## TASK PROMPT:
Please reproduce the listing below exactly, leaving out every picture.

*** PROVIDED DATA ***

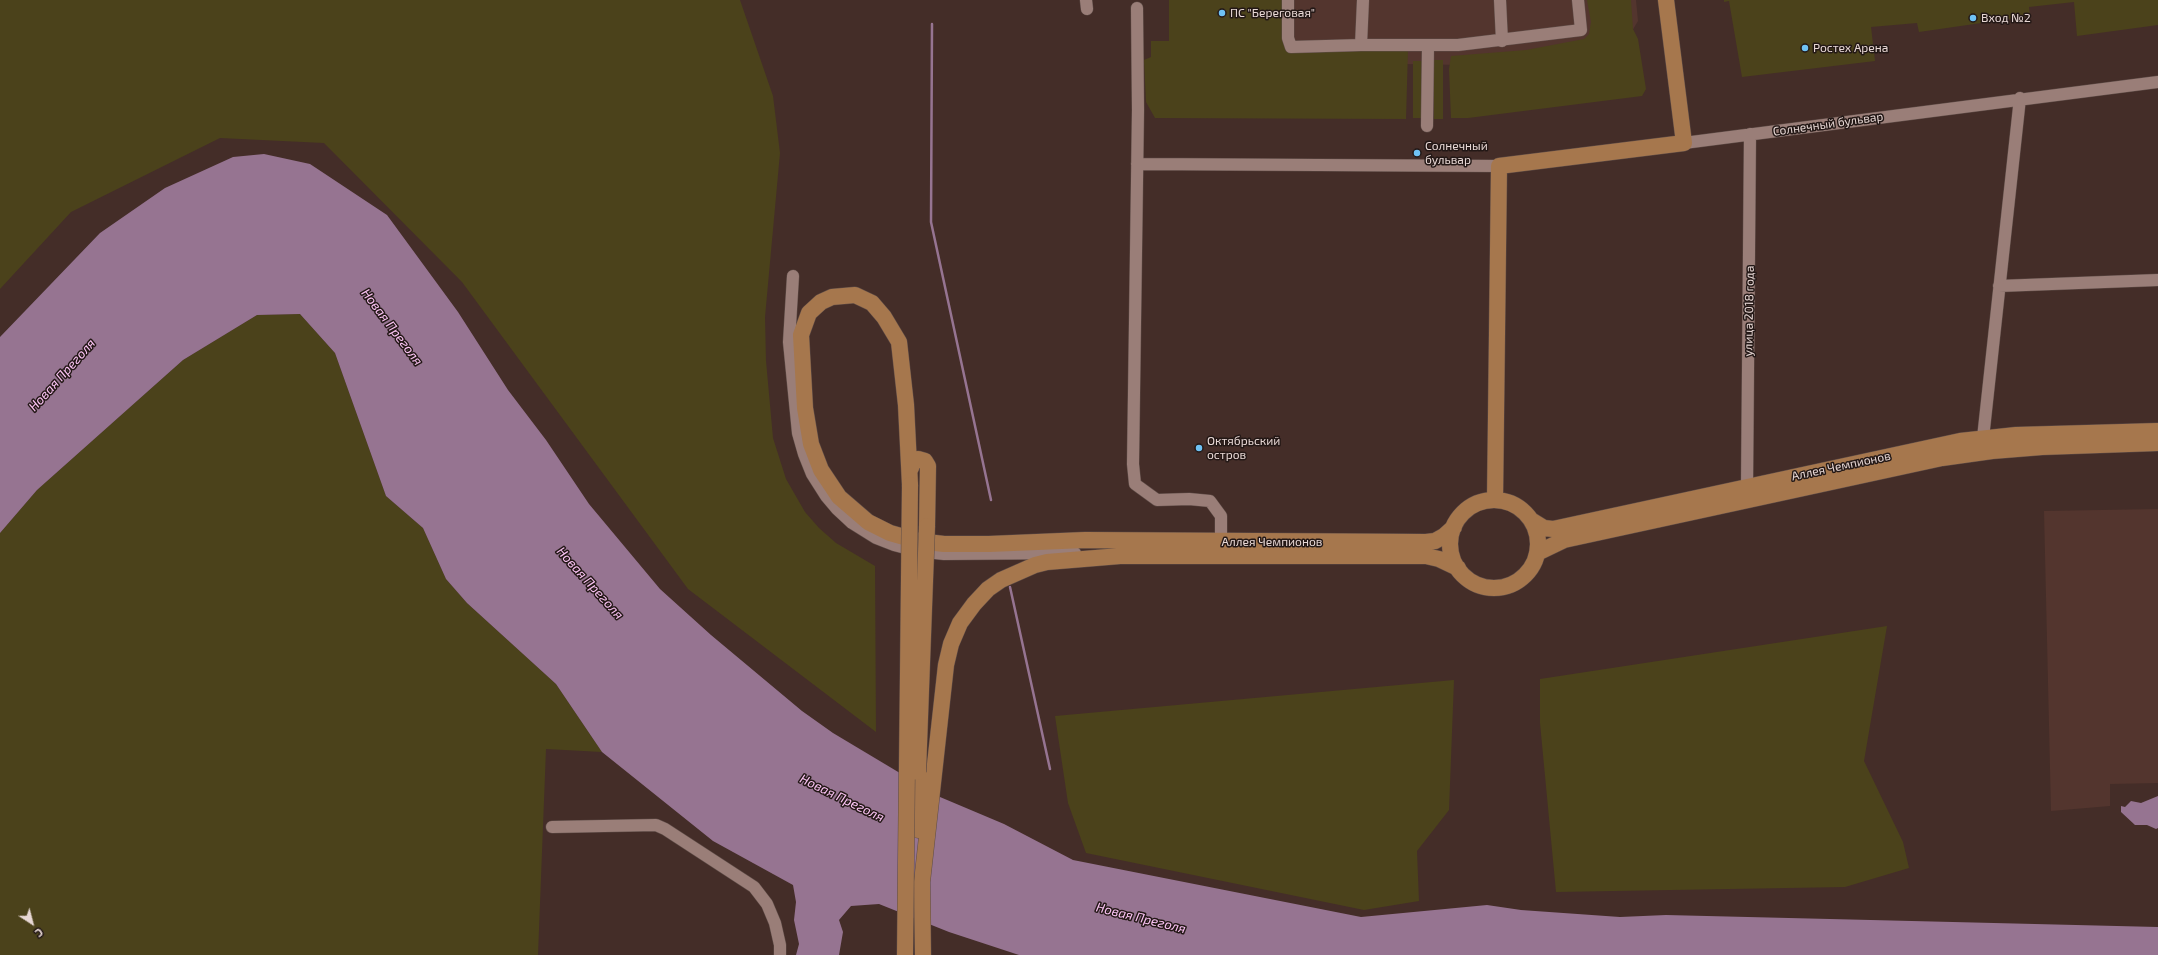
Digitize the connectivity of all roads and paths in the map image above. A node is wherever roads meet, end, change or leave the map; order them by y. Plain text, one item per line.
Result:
1 (1288, 0) edge
2 (1363, 0) edge
3 (1500, 0) edge
4 (1578, 0) edge
5 (1666, 0) edge
6 (1136, 8) dead end
7 (1502, 41) junction
8 (1361, 45) junction
9 (1428, 45) junction
10 (2158, 82) edge
11 (2020, 98) junction
12 (1427, 126) dead end
13 (1750, 134) junction
14 (1684, 143) junction
15 (1137, 164) junction
16 (1499, 166) junction
17 (793, 276) dead end
18 (2158, 280) edge
19 (1999, 286) junction
20 (2158, 431) edge
21 (1983, 438) junction
22 (2158, 443) edge
23 (911, 468) junction
24 (1747, 487) junction
25 (1495, 500) junction
26 (1531, 520) junction
27 (1454, 527) junction
28 (1221, 542) junction
29 (1537, 553) junction
30 (1120, 556) junction
31 (1458, 568) junction
32 (552, 827) dead end
33 (922, 882) junction
34 (780, 955) edge
35 (905, 955) edge
36 (923, 955) edge

1 - 8 street
2 - 8 street
3 - 7 street
4 - 7 street
5 - 14 main road
6 - 15 street
7 - 9 street
8 - 9 street
9 - 12 street
10 - 11 street, Солнечный бульвар
11 - 13 street, Солнечный бульвар
11 - 19 street
13 - 14 street, Солнечный бульвар
13 - 24 street, улица 2018 года
14 - 16 main road, Солнечный бульвар
15 - 16 street, Солнечный бульвар
15 - 28 street
16 - 25 main road
17 - 30 street
18 - 19 street
19 - 21 street
20 - 21 main road, Аллея Чемпионов
21 - 24 main road, Аллея Чемпионов
22 - 29 main road, Аллея Чемпионов
23 - 28 main road, Аллея Чемпионов
23 - 33 main road, bridge
23 - 35 main road, Аллея Чемпионов, bridge
24 - 26 main road, Аллея Чемпионов
25 - 26 main road, Аллея Чемпионов
25 - 27 main road, Аллея Чемпионов
26 - 29 main road, Аллея Чемпионов
27 - 28 main road, Аллея Чемпионов
27 - 31 main road, Аллея Чемпионов
29 - 31 main road, Аллея Чемпионов
30 - 31 main road, Аллея Чемпионов
30 - 33 main road, Аллея Чемпионов
32 - 34 street
33 - 36 main road

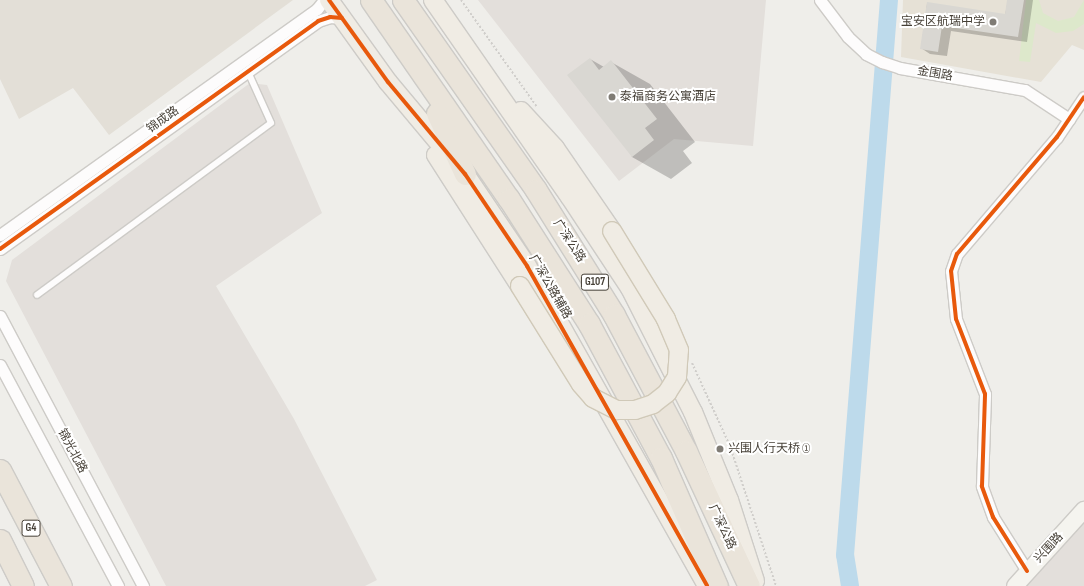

*** End of PROVIDED DATA ***

## SOLUTION:
Digitize the connectivity of all roads and paths in the map image above. A node is wherever roads meet, end, change or leave the map; order them by y. Plain text, one item per line.
Result:
1 (1288, 0) edge
2 (1363, 0) edge
3 (1500, 0) edge
4 (1578, 0) edge
5 (1666, 0) edge
6 (1136, 8) dead end
7 (1502, 41) junction
8 (1361, 45) junction
9 (1428, 45) junction
10 (2158, 82) edge
11 (2020, 98) junction
12 (1427, 126) dead end
13 (1750, 134) junction
14 (1684, 143) junction
15 (1137, 164) junction
16 (1499, 166) junction
17 (793, 276) dead end
18 (2158, 280) edge
19 (1999, 286) junction
20 (2158, 431) edge
21 (1983, 438) junction
22 (2158, 443) edge
23 (911, 468) junction
24 (1747, 487) junction
25 (1495, 500) junction
26 (1531, 520) junction
27 (1454, 527) junction
28 (1221, 542) junction
29 (1537, 553) junction
30 (1120, 556) junction
31 (1458, 568) junction
32 (552, 827) dead end
33 (922, 882) junction
34 (780, 955) edge
35 (905, 955) edge
36 (923, 955) edge

1 - 8 street
2 - 8 street
3 - 7 street
4 - 7 street
5 - 14 main road
6 - 15 street
7 - 9 street
8 - 9 street
9 - 12 street
10 - 11 street, Солнечный бульвар
11 - 13 street, Солнечный бульвар
11 - 19 street
13 - 14 street, Солнечный бульвар
13 - 24 street, улица 2018 года
14 - 16 main road, Солнечный бульвар
15 - 16 street, Солнечный бульвар
15 - 28 street
16 - 25 main road
17 - 30 street
18 - 19 street
19 - 21 street
20 - 21 main road, Аллея Чемпионов
21 - 24 main road, Аллея Чемпионов
22 - 29 main road, Аллея Чемпионов
23 - 28 main road, Аллея Чемпионов
23 - 33 main road, bridge
23 - 35 main road, Аллея Чемпионов, bridge
24 - 26 main road, Аллея Чемпионов
25 - 26 main road, Аллея Чемпионов
25 - 27 main road, Аллея Чемпионов
26 - 29 main road, Аллея Чемпионов
27 - 28 main road, Аллея Чемпионов
27 - 31 main road, Аллея Чемпионов
29 - 31 main road, Аллея Чемпионов
30 - 31 main road, Аллея Чемпионов
30 - 33 main road, Аллея Чемпионов
32 - 34 street
33 - 36 main road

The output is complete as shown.